### WHAT YOU NEED TO DO
Retype every record that follows, character for character.

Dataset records
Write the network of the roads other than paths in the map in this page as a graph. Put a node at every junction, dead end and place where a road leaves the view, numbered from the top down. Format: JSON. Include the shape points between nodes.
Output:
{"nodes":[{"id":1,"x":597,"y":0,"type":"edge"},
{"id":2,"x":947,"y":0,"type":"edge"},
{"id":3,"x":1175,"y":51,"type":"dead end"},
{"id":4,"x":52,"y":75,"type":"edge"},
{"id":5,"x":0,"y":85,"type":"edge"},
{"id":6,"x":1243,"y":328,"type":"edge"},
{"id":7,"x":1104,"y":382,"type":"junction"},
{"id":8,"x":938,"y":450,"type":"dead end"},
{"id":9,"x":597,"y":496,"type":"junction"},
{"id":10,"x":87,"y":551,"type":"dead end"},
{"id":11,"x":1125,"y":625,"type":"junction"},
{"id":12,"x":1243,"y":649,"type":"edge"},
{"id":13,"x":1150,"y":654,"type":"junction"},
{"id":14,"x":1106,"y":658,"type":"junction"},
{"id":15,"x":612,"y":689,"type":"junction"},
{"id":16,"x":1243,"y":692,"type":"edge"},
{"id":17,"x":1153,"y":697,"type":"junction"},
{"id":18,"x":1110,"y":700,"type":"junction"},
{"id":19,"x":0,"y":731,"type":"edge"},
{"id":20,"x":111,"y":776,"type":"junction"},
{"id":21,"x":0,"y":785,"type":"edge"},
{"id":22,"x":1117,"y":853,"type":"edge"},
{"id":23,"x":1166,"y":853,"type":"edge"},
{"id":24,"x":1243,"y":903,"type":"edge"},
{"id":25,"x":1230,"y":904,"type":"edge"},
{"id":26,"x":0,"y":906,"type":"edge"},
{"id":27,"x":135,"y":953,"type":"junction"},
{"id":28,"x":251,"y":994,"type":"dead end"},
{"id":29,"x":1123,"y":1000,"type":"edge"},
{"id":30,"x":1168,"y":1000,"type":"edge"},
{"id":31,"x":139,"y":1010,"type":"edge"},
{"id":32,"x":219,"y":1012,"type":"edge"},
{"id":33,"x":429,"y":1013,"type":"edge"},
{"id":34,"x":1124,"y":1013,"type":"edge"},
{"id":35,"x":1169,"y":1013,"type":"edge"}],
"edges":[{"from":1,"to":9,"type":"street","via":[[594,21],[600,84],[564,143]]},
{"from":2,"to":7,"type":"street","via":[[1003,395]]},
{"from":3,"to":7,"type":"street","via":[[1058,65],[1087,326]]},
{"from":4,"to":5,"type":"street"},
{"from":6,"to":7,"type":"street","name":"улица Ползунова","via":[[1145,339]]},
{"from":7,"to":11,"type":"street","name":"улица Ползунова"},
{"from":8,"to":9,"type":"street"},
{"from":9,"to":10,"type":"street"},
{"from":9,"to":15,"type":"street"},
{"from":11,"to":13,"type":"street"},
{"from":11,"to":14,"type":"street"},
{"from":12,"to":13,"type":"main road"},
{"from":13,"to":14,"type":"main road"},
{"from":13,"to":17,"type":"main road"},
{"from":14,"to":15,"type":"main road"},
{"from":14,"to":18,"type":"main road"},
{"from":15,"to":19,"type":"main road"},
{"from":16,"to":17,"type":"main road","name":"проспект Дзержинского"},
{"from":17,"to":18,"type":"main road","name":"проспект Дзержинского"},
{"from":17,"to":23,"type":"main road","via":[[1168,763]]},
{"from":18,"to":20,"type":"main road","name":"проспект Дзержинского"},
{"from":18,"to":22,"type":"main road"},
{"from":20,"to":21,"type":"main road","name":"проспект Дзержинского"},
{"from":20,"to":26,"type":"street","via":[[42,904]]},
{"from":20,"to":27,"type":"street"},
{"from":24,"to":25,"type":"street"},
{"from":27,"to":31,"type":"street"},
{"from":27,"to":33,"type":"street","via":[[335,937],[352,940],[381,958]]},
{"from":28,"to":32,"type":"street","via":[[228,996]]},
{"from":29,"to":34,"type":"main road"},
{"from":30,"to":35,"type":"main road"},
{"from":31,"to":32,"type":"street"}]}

### TASK OUTPUT
Write the network of the roads other than paths in the map in this page as a graph. Put a node at every junction, dead end and place where a road leaves the view, numbered from the top down. Format: JSON. Include the shape points between nodes.
Output:
{"nodes":[{"id":1,"x":597,"y":0,"type":"edge"},
{"id":2,"x":947,"y":0,"type":"edge"},
{"id":3,"x":1175,"y":51,"type":"dead end"},
{"id":4,"x":52,"y":75,"type":"edge"},
{"id":5,"x":0,"y":85,"type":"edge"},
{"id":6,"x":1243,"y":328,"type":"edge"},
{"id":7,"x":1104,"y":382,"type":"junction"},
{"id":8,"x":938,"y":450,"type":"dead end"},
{"id":9,"x":597,"y":496,"type":"junction"},
{"id":10,"x":87,"y":551,"type":"dead end"},
{"id":11,"x":1125,"y":625,"type":"junction"},
{"id":12,"x":1243,"y":649,"type":"edge"},
{"id":13,"x":1150,"y":654,"type":"junction"},
{"id":14,"x":1106,"y":658,"type":"junction"},
{"id":15,"x":612,"y":689,"type":"junction"},
{"id":16,"x":1243,"y":692,"type":"edge"},
{"id":17,"x":1153,"y":697,"type":"junction"},
{"id":18,"x":1110,"y":700,"type":"junction"},
{"id":19,"x":0,"y":731,"type":"edge"},
{"id":20,"x":111,"y":776,"type":"junction"},
{"id":21,"x":0,"y":785,"type":"edge"},
{"id":22,"x":1117,"y":853,"type":"edge"},
{"id":23,"x":1166,"y":853,"type":"edge"},
{"id":24,"x":1243,"y":903,"type":"edge"},
{"id":25,"x":1230,"y":904,"type":"edge"},
{"id":26,"x":0,"y":906,"type":"edge"},
{"id":27,"x":135,"y":953,"type":"junction"},
{"id":28,"x":251,"y":994,"type":"dead end"},
{"id":29,"x":1123,"y":1000,"type":"edge"},
{"id":30,"x":1168,"y":1000,"type":"edge"},
{"id":31,"x":139,"y":1010,"type":"edge"},
{"id":32,"x":219,"y":1012,"type":"edge"},
{"id":33,"x":429,"y":1013,"type":"edge"},
{"id":34,"x":1124,"y":1013,"type":"edge"},
{"id":35,"x":1169,"y":1013,"type":"edge"}],
"edges":[{"from":1,"to":9,"type":"street","via":[[594,21],[600,84],[564,143]]},
{"from":2,"to":7,"type":"street","via":[[1003,395]]},
{"from":3,"to":7,"type":"street","via":[[1058,65],[1087,326]]},
{"from":4,"to":5,"type":"street"},
{"from":6,"to":7,"type":"street","name":"улица Ползунова","via":[[1145,339]]},
{"from":7,"to":11,"type":"street","name":"улица Ползунова"},
{"from":8,"to":9,"type":"street"},
{"from":9,"to":10,"type":"street"},
{"from":9,"to":15,"type":"street"},
{"from":11,"to":13,"type":"street"},
{"from":11,"to":14,"type":"street"},
{"from":12,"to":13,"type":"main road"},
{"from":13,"to":14,"type":"main road"},
{"from":13,"to":17,"type":"main road"},
{"from":14,"to":15,"type":"main road"},
{"from":14,"to":18,"type":"main road"},
{"from":15,"to":19,"type":"main road"},
{"from":16,"to":17,"type":"main road","name":"проспект Дзержинского"},
{"from":17,"to":18,"type":"main road","name":"проспект Дзержинского"},
{"from":17,"to":23,"type":"main road","via":[[1168,763]]},
{"from":18,"to":20,"type":"main road","name":"проспект Дзержинского"},
{"from":18,"to":22,"type":"main road"},
{"from":20,"to":21,"type":"main road","name":"проспект Дзержинского"},
{"from":20,"to":26,"type":"street","via":[[42,904]]},
{"from":20,"to":27,"type":"street"},
{"from":24,"to":25,"type":"street"},
{"from":27,"to":31,"type":"street"},
{"from":27,"to":33,"type":"street","via":[[335,937],[352,940],[381,958]]},
{"from":28,"to":32,"type":"street","via":[[228,996]]},
{"from":29,"to":34,"type":"main road"},
{"from":30,"to":35,"type":"main road"},
{"from":31,"to":32,"type":"street"}]}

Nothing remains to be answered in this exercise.